> [Exercise]:
The answer must consist of every line in the records that contains the word "Entrée".

== Dataset ==

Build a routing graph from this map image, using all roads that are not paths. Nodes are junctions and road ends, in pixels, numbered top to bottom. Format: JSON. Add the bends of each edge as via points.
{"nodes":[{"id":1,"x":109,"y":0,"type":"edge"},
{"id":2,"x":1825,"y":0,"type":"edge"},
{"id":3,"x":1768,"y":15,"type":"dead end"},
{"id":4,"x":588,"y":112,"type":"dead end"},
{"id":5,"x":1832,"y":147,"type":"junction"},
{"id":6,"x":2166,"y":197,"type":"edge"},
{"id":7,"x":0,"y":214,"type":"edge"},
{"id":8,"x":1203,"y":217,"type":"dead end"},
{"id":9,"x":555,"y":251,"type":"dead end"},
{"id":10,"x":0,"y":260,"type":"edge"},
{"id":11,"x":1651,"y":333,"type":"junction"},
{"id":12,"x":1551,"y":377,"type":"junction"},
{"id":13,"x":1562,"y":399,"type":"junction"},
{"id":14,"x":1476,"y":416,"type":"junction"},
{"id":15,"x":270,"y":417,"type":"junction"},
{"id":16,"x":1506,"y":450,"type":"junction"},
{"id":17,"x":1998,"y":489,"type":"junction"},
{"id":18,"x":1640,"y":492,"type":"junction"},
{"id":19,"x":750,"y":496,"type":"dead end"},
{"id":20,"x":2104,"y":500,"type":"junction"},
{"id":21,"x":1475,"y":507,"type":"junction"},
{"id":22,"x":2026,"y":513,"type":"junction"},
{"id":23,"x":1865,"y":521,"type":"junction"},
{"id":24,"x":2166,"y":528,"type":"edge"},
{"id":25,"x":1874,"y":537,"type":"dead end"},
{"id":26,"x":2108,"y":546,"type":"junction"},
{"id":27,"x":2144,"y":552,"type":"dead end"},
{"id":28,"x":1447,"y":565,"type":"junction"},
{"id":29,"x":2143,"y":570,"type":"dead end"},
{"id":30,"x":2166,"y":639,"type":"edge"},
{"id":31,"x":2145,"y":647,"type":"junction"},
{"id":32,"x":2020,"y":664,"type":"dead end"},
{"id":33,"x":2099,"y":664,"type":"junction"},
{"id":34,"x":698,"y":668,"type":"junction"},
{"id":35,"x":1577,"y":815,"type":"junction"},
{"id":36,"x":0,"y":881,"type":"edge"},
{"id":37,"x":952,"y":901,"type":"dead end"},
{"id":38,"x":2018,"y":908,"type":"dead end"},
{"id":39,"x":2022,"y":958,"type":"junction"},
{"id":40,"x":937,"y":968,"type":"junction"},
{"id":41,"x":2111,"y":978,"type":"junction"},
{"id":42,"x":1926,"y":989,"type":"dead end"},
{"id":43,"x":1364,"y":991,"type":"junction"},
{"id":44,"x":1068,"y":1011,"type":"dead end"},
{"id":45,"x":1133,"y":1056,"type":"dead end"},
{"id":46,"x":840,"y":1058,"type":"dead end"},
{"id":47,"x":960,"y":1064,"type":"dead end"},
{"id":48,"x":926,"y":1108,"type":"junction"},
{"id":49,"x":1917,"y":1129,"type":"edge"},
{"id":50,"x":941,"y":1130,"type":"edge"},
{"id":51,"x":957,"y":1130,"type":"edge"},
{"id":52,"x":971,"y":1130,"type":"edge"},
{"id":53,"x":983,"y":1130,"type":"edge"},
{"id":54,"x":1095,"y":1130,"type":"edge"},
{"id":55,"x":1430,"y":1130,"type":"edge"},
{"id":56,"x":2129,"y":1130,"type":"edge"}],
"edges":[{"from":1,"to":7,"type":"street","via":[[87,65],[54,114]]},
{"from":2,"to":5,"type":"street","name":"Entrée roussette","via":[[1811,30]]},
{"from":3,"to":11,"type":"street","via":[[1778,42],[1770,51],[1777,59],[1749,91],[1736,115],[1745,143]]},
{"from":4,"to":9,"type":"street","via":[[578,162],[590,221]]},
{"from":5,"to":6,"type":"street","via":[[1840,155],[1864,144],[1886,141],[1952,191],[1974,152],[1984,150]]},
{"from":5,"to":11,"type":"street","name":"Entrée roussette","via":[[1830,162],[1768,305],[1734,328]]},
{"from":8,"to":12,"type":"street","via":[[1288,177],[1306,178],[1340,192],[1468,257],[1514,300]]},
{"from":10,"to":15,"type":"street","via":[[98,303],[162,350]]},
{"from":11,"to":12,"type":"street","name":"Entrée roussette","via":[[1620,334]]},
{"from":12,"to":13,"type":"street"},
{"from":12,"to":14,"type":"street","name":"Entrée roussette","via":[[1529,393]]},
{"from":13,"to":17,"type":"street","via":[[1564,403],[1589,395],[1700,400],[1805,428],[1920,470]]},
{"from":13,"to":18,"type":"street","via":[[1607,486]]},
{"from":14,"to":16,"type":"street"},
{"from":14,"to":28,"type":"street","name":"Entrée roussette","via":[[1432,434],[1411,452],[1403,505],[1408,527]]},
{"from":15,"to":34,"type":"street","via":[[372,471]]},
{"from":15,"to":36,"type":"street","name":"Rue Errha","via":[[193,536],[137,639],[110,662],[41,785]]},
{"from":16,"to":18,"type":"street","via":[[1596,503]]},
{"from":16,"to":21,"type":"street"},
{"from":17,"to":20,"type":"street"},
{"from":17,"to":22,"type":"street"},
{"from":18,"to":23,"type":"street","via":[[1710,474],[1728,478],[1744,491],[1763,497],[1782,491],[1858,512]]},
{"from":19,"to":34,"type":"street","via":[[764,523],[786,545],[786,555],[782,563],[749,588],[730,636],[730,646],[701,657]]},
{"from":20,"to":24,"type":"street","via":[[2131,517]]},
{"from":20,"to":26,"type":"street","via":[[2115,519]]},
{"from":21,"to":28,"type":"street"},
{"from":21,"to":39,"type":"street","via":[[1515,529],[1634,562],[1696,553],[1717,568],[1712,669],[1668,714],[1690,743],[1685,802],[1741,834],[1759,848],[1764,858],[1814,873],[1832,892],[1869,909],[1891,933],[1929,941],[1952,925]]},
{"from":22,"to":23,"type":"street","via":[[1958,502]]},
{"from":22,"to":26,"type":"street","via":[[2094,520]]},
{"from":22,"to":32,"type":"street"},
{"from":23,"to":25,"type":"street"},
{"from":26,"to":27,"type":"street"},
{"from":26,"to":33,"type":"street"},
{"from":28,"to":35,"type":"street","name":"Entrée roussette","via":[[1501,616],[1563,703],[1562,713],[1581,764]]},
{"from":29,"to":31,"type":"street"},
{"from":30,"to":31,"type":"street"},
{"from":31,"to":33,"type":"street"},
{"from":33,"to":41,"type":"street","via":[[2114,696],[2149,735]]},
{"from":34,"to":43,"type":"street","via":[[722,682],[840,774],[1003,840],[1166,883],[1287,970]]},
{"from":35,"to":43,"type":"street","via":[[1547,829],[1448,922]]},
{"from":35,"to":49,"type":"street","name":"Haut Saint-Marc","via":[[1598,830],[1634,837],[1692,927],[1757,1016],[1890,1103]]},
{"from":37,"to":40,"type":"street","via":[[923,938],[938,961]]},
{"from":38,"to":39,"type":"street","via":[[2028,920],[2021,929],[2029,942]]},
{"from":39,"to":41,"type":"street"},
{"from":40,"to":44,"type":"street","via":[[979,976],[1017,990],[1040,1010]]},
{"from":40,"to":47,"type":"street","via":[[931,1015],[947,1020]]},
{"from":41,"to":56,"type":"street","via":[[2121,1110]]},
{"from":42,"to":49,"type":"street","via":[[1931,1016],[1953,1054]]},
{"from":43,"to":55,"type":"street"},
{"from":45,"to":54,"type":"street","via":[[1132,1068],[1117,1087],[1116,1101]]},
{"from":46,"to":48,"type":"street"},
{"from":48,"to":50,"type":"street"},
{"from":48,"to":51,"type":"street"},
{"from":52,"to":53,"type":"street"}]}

===

> [Response below]:
{"from":2,"to":5,"type":"street","name":"Entrée roussette","via":[[1811,30]]},
{"from":5,"to":11,"type":"street","name":"Entrée roussette","via":[[1830,162],[1768,305],[1734,328]]},
{"from":11,"to":12,"type":"street","name":"Entrée roussette","via":[[1620,334]]},
{"from":12,"to":14,"type":"street","name":"Entrée roussette","via":[[1529,393]]},
{"from":14,"to":28,"type":"street","name":"Entrée roussette","via":[[1432,434],[1411,452],[1403,505],[1408,527]]},
{"from":28,"to":35,"type":"street","name":"Entrée roussette","via":[[1501,616],[1563,703],[1562,713],[1581,764]]},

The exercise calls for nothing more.